▸ TASK STATEMENT:
Scan the lines below for the string "Saturnino" and copy every one that has it.

▸ EXERCISE INPUT:

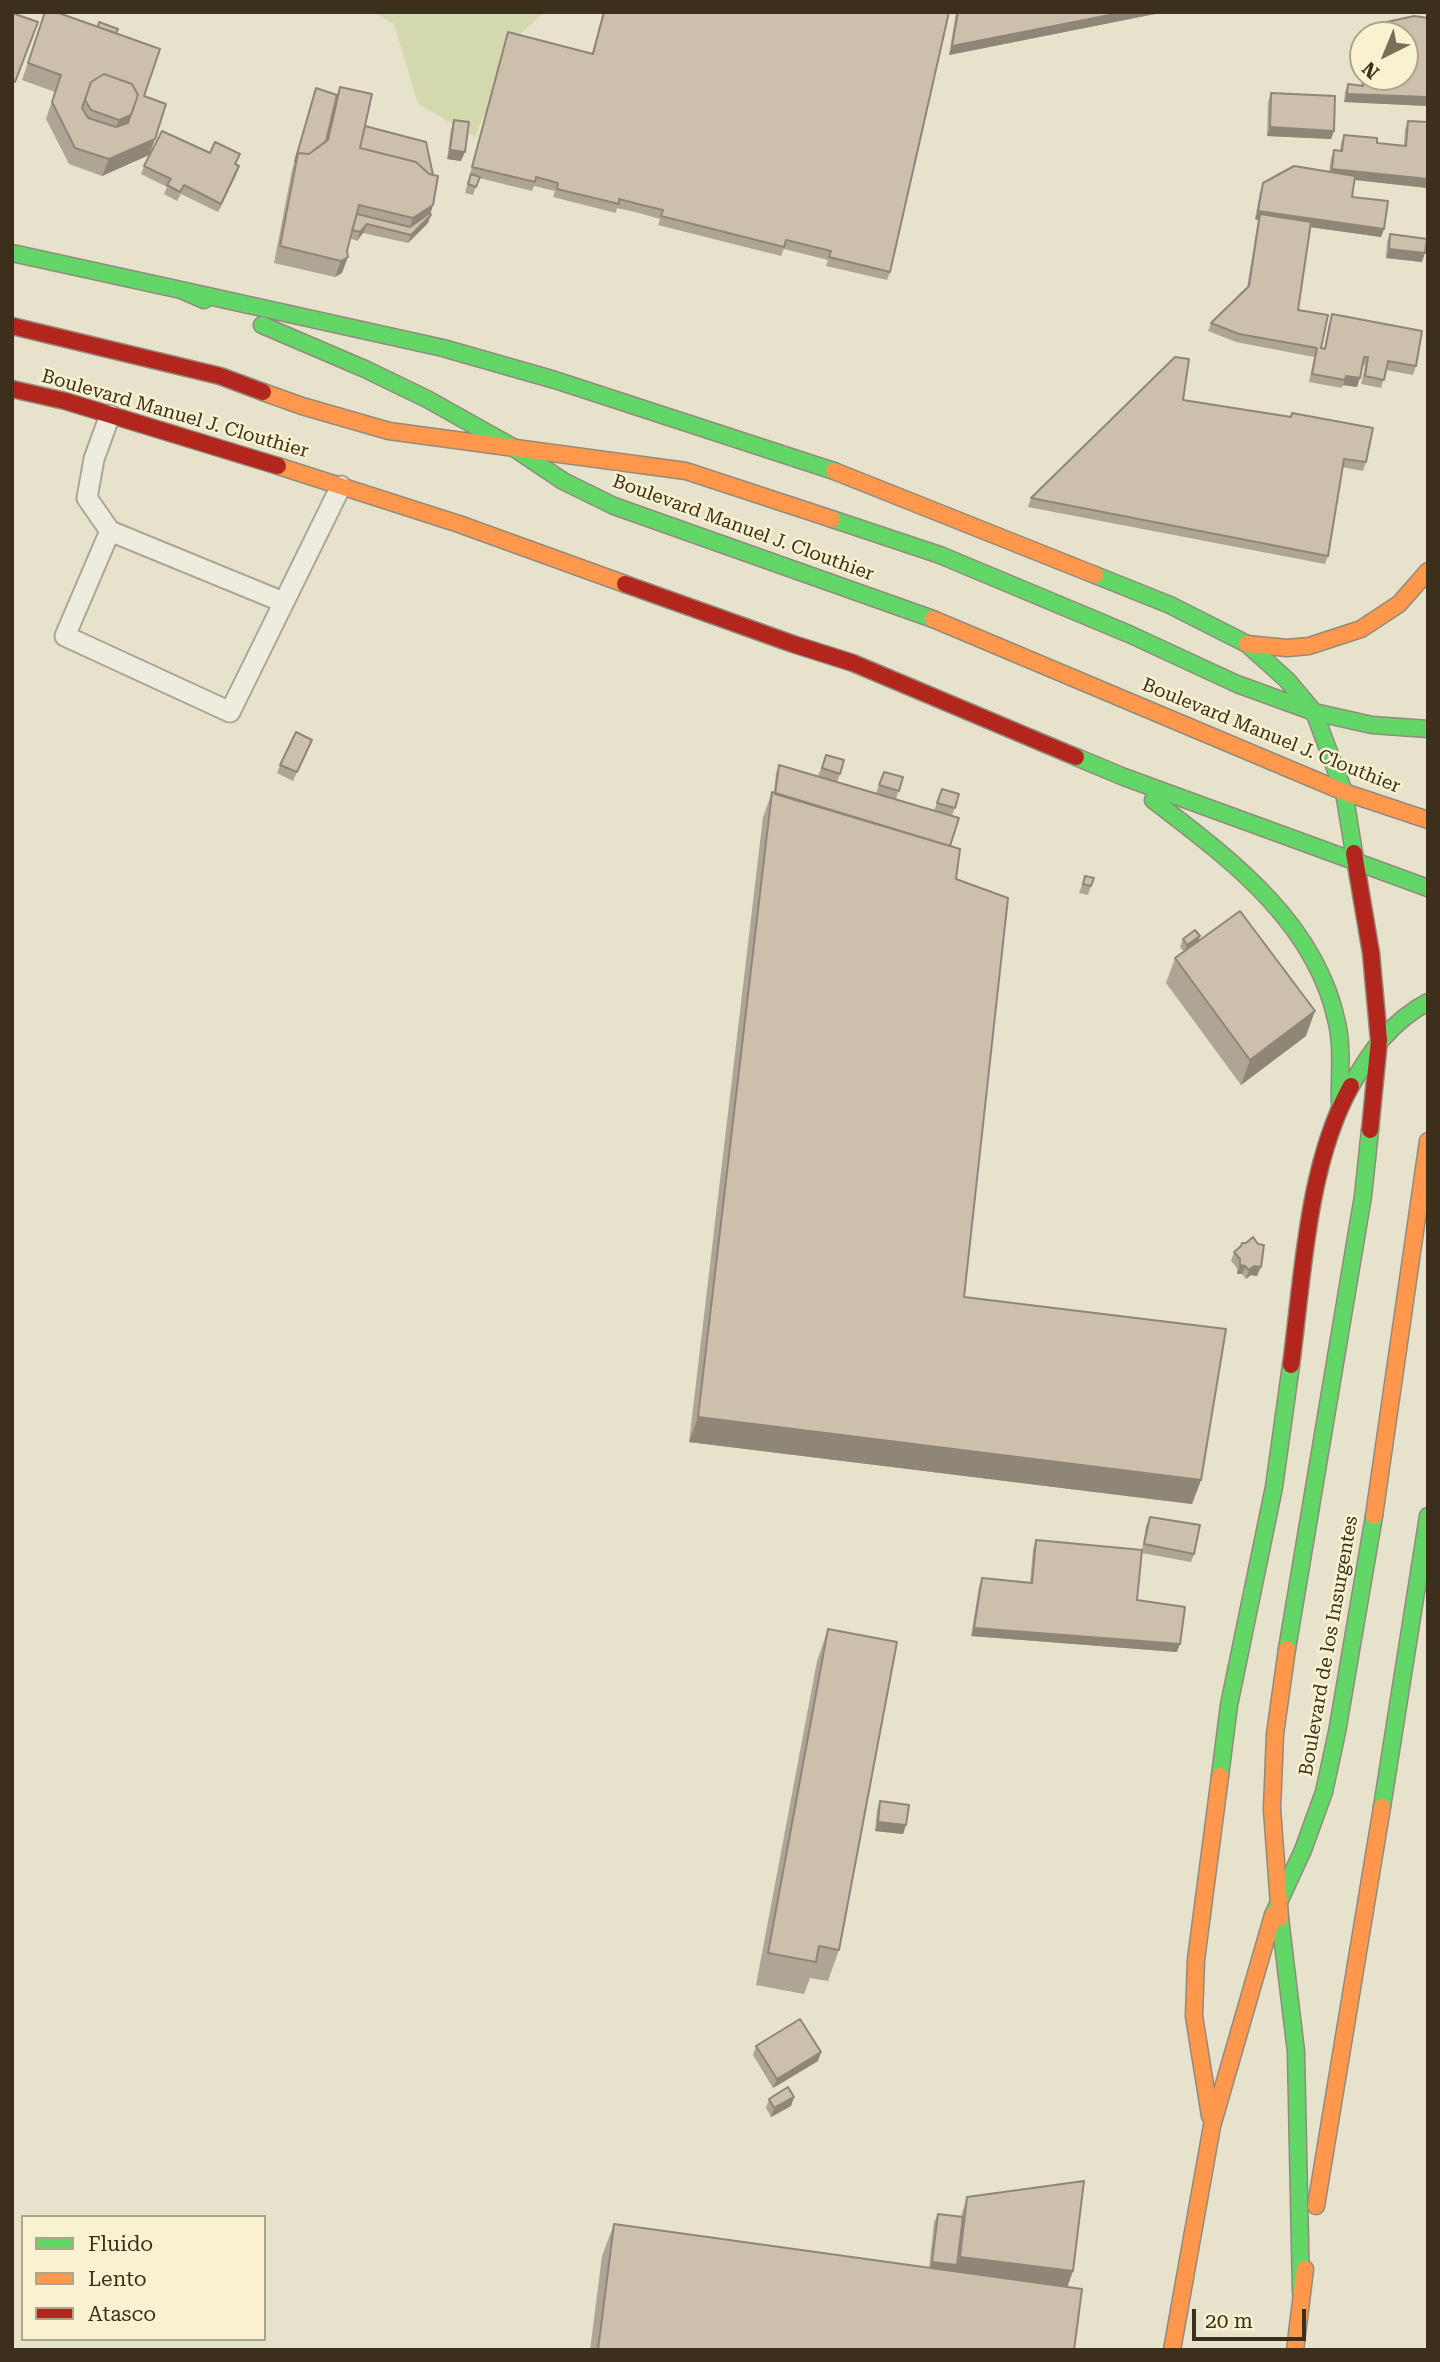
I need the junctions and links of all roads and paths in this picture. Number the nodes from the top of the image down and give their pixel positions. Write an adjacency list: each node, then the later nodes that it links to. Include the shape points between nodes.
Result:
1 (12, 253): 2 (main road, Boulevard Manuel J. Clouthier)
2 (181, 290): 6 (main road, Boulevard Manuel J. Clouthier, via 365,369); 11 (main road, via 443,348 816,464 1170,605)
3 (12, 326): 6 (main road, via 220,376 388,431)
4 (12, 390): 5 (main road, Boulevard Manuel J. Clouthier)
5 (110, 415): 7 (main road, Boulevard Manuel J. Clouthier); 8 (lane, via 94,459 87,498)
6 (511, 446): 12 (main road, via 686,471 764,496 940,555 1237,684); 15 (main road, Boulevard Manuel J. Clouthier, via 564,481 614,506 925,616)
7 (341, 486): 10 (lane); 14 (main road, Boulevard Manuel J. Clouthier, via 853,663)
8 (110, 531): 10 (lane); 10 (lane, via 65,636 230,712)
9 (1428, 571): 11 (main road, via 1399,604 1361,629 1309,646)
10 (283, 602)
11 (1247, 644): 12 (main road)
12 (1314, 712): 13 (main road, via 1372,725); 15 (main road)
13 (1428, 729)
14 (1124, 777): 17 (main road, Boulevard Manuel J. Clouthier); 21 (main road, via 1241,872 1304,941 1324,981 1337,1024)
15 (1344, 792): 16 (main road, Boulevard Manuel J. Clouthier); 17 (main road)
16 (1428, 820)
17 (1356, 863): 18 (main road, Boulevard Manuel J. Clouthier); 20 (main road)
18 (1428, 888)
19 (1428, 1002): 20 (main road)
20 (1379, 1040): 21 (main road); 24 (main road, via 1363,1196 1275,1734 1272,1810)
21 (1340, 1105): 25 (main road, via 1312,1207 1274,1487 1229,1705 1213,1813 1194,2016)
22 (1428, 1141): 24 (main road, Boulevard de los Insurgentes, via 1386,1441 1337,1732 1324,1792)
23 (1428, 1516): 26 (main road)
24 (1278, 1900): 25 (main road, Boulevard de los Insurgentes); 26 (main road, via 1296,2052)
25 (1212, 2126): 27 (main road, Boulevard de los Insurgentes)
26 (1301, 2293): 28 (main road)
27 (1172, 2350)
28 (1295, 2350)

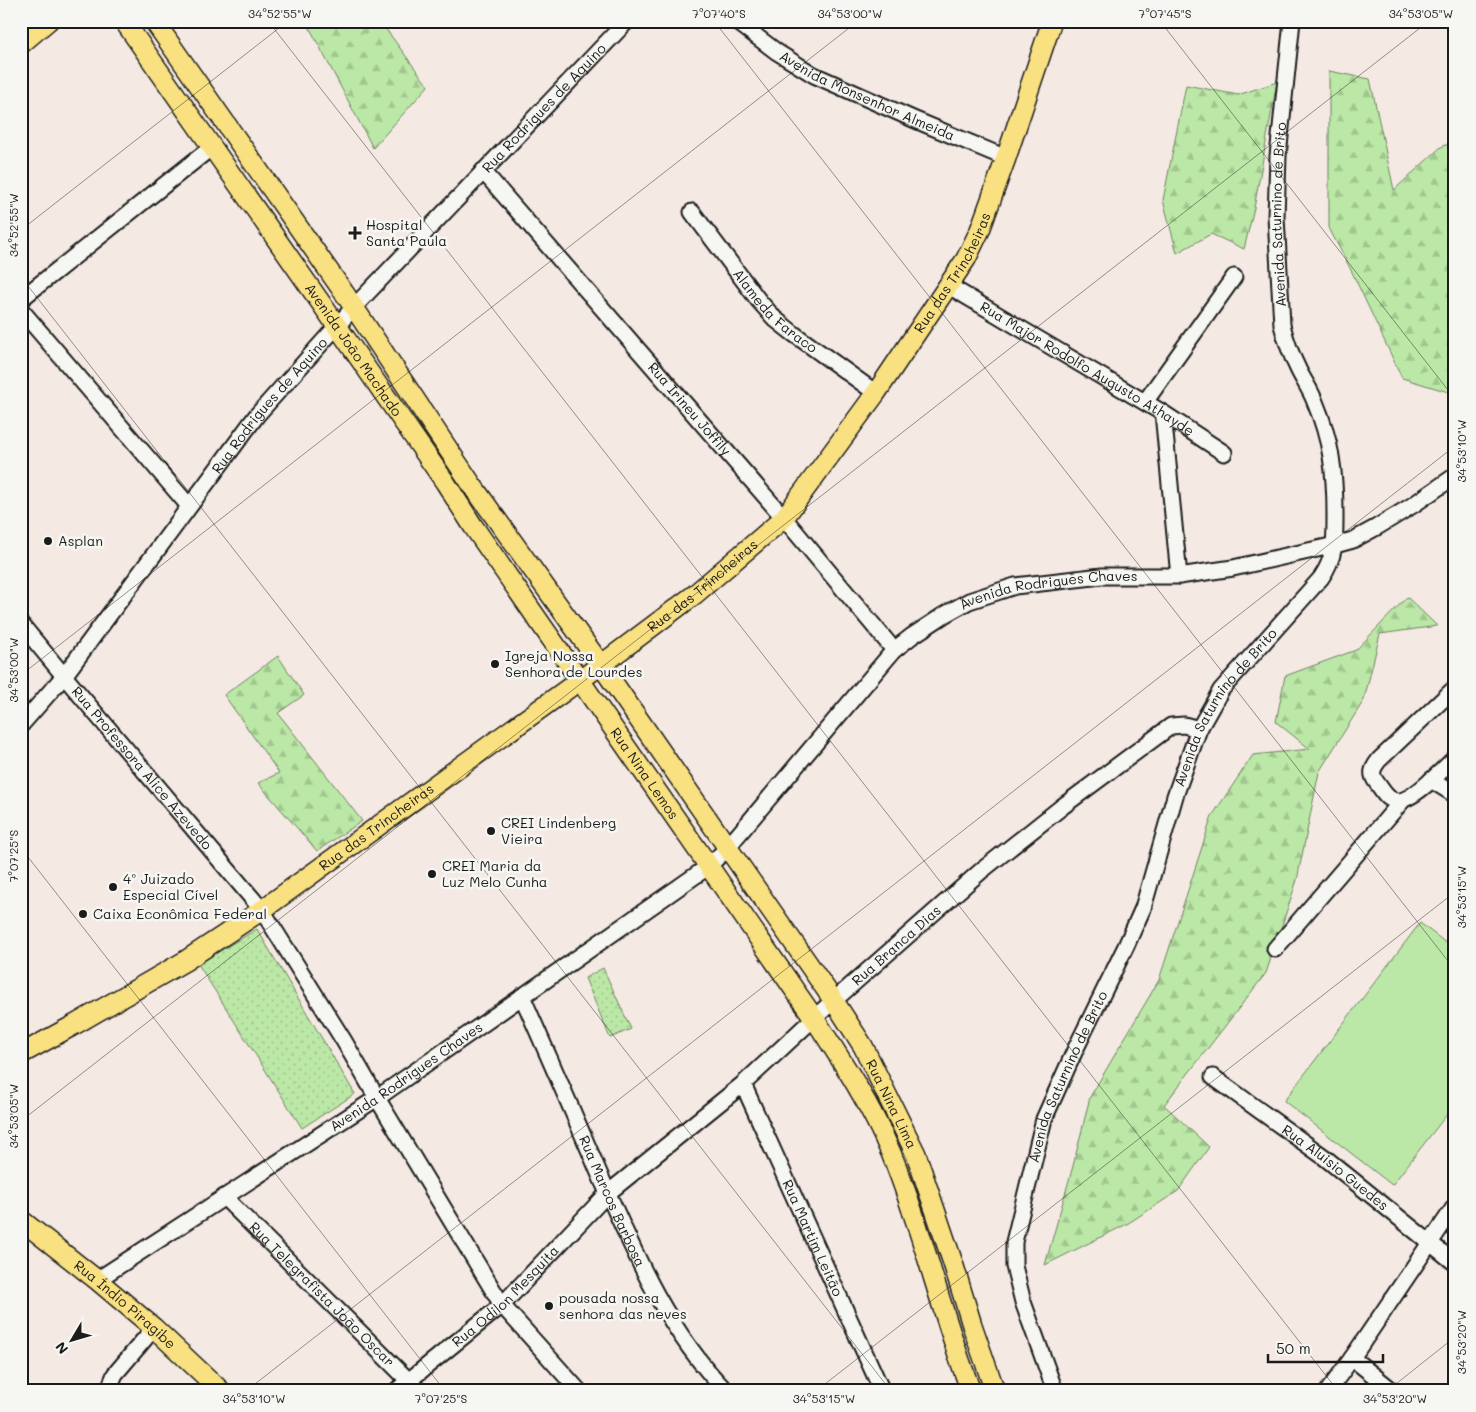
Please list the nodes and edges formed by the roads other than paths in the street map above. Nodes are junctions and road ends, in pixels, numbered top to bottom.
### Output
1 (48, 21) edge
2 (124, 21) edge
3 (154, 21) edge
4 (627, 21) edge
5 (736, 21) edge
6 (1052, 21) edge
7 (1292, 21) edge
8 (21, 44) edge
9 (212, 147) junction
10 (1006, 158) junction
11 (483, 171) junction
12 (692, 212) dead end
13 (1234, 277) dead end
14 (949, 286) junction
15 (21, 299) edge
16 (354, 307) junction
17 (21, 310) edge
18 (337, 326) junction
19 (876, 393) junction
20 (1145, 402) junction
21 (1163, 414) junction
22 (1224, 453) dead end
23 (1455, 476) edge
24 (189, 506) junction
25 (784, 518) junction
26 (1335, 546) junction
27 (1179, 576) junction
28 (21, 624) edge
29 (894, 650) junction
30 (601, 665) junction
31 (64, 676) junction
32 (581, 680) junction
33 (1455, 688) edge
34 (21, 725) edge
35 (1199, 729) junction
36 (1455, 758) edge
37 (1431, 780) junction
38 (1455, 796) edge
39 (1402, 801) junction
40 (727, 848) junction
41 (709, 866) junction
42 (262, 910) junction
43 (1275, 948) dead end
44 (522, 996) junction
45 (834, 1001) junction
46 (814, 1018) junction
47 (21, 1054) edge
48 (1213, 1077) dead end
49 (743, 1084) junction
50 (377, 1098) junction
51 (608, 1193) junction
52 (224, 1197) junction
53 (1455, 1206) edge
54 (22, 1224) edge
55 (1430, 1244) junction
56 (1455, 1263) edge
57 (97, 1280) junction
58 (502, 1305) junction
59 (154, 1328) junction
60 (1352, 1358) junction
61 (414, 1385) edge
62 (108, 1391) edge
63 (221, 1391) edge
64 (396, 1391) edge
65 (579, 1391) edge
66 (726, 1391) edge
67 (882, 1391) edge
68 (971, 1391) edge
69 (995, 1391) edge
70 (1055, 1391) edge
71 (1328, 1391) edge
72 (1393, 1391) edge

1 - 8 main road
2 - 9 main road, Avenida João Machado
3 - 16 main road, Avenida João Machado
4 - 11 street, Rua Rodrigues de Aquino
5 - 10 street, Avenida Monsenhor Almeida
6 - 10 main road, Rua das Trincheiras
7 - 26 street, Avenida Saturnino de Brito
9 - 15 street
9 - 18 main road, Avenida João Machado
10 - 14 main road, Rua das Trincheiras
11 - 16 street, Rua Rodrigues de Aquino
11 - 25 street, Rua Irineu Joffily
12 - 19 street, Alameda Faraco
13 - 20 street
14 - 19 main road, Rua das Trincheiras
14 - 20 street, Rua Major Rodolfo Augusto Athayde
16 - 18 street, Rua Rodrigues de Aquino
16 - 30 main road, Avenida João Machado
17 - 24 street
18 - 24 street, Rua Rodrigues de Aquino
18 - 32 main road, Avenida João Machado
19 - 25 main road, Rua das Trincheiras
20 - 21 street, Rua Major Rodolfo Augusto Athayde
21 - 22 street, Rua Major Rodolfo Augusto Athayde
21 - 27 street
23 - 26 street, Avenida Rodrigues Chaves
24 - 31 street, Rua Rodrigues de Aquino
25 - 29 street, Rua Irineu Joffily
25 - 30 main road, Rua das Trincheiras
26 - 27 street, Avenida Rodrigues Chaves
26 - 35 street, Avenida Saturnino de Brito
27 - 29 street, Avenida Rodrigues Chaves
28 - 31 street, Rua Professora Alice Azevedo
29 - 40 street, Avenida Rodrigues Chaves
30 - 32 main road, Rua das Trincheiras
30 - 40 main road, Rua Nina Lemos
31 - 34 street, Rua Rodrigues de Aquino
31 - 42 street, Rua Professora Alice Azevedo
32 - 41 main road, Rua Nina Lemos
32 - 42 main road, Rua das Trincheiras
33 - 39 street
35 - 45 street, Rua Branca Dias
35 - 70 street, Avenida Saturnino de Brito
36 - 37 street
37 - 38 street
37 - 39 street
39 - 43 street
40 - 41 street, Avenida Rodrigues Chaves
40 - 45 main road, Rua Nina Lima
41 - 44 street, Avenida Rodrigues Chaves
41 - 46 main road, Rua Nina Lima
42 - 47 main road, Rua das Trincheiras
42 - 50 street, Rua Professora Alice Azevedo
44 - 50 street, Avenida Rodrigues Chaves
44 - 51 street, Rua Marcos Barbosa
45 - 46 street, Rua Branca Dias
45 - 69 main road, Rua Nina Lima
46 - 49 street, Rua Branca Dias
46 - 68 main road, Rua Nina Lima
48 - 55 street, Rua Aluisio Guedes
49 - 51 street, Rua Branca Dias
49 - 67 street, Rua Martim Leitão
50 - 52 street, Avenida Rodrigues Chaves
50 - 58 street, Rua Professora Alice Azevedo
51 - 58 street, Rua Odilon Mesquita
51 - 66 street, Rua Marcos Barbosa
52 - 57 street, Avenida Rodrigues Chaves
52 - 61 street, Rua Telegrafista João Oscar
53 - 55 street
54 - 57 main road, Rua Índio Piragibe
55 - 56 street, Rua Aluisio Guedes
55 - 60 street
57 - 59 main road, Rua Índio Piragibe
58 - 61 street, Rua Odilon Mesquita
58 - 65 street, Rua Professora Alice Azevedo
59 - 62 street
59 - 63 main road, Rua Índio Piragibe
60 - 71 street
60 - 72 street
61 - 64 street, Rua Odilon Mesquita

▸ RESPONSE FOR THIS EXERCISE:
7 - 26 street, Avenida Saturnino de Brito
26 - 35 street, Avenida Saturnino de Brito
35 - 70 street, Avenida Saturnino de Brito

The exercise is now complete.